▸ Problem details: Find the string "main" in the entries and copy each line that has it.

(Stored data entries)
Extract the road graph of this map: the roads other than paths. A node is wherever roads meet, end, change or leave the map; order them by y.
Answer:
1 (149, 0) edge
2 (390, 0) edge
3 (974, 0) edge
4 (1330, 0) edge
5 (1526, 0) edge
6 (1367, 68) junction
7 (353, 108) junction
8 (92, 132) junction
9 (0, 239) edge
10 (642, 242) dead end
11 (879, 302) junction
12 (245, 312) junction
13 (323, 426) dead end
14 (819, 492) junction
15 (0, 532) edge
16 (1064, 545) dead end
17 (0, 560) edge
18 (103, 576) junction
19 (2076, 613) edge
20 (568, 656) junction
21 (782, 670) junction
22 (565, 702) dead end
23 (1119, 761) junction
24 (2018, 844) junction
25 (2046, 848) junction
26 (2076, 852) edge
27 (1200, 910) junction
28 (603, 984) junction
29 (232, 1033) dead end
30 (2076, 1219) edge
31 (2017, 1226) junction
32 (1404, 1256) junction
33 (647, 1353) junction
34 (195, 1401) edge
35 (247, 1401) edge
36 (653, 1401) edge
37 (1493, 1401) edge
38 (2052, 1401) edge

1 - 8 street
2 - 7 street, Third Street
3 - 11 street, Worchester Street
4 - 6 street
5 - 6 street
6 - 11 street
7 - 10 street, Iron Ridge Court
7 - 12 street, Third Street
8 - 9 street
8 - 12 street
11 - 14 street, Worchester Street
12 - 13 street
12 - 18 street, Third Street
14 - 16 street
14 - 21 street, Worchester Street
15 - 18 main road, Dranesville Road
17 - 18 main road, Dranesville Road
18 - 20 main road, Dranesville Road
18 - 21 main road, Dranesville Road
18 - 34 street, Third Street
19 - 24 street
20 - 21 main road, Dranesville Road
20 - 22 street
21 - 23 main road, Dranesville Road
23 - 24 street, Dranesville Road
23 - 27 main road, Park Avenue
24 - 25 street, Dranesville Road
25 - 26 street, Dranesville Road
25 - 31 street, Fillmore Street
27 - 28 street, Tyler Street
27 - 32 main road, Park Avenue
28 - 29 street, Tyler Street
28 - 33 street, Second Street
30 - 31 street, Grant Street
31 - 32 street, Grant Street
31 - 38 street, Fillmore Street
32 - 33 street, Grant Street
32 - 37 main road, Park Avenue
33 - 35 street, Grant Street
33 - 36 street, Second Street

▸ Answer box:
15 - 18 main road, Dranesville Road
17 - 18 main road, Dranesville Road
18 - 20 main road, Dranesville Road
18 - 21 main road, Dranesville Road
20 - 21 main road, Dranesville Road
21 - 23 main road, Dranesville Road
23 - 27 main road, Park Avenue
27 - 32 main road, Park Avenue
32 - 37 main road, Park Avenue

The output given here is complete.